• **Prompt**
Give again the line that contains "pinky tip: (522, 321)", plus every line after it to the end of the records, unchanged.

• **Information given**
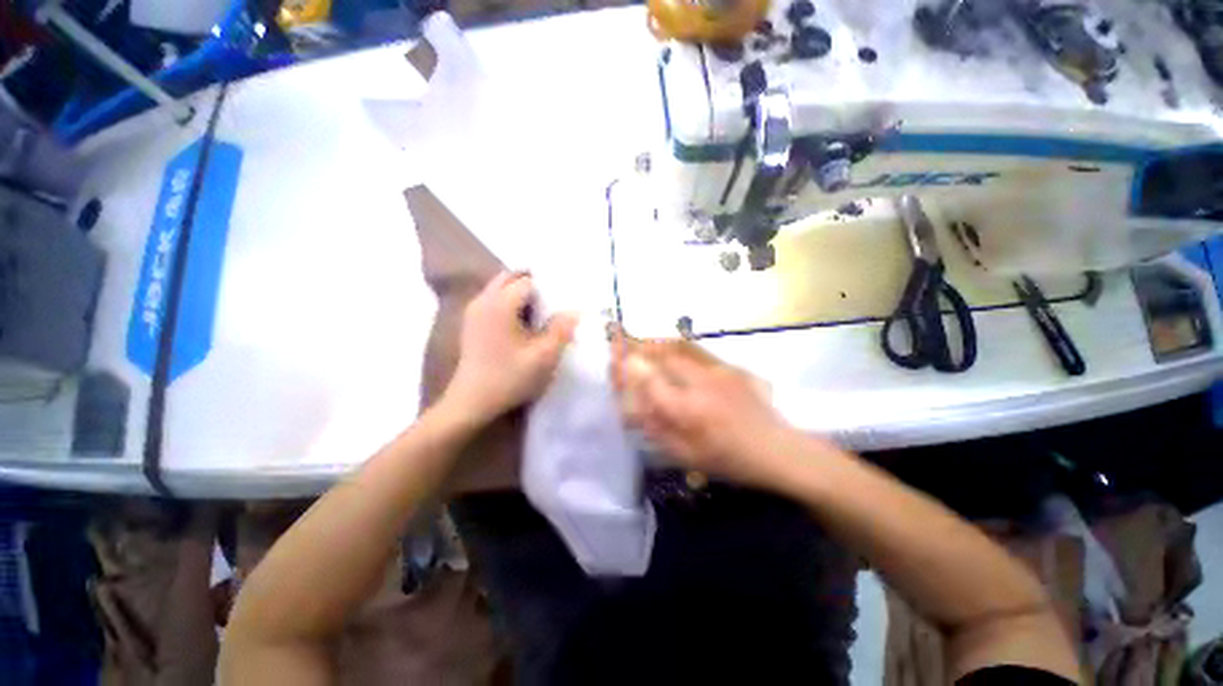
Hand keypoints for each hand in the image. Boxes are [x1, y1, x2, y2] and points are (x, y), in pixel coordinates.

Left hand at [444, 272, 576, 422]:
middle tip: (553, 298)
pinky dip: (510, 301)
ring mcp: (474, 311)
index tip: (563, 299)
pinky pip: (493, 299)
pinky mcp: (472, 322)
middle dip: (532, 282)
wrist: (472, 401)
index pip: (528, 282)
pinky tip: (522, 321)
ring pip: (500, 287)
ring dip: (520, 291)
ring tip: (541, 309)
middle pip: (510, 277)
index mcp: (500, 305)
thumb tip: (575, 311)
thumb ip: (561, 330)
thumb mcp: (544, 356)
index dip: (548, 288)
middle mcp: (484, 300)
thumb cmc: (510, 378)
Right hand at [610, 330, 799, 488]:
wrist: (777, 449)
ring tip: (639, 341)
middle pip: (662, 356)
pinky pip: (696, 351)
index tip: (613, 359)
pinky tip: (669, 350)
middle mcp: (701, 383)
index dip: (628, 368)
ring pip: (678, 348)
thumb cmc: (728, 460)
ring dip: (656, 343)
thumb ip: (656, 428)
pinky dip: (676, 347)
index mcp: (689, 411)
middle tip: (620, 341)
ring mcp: (718, 370)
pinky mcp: (730, 366)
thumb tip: (630, 407)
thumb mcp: (686, 455)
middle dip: (638, 346)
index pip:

• **Final answer**
pinky tip: (522, 321)
ring pip: (500, 287)
ring dip: (520, 291)
ring tip: (541, 309)
middle pip: (510, 277)
index mcp: (500, 305)
thumb tip: (575, 311)
thumb ip: (561, 330)
thumb mcp: (544, 356)
index dip: (548, 288)
middle mcp: (484, 300)
thumb cmc: (510, 378)
Right hand at [610, 330, 799, 488]:
wrist: (777, 449)
ring tip: (639, 341)
middle pip: (662, 356)
pinky pip: (696, 351)
index tip: (613, 359)
pinky tip: (669, 350)
middle mcp: (701, 383)
index dip: (628, 368)
ring pip: (678, 348)
thumb cmc: (728, 460)
ring dip: (656, 343)
thumb ip: (656, 428)
pinky dip: (676, 347)
index mcp: (689, 411)
middle tip: (620, 341)
ring mcp: (718, 370)
pinky mcp: (730, 366)
thumb tip: (630, 407)
thumb mcp: (686, 455)
middle dip: (638, 346)
index pip:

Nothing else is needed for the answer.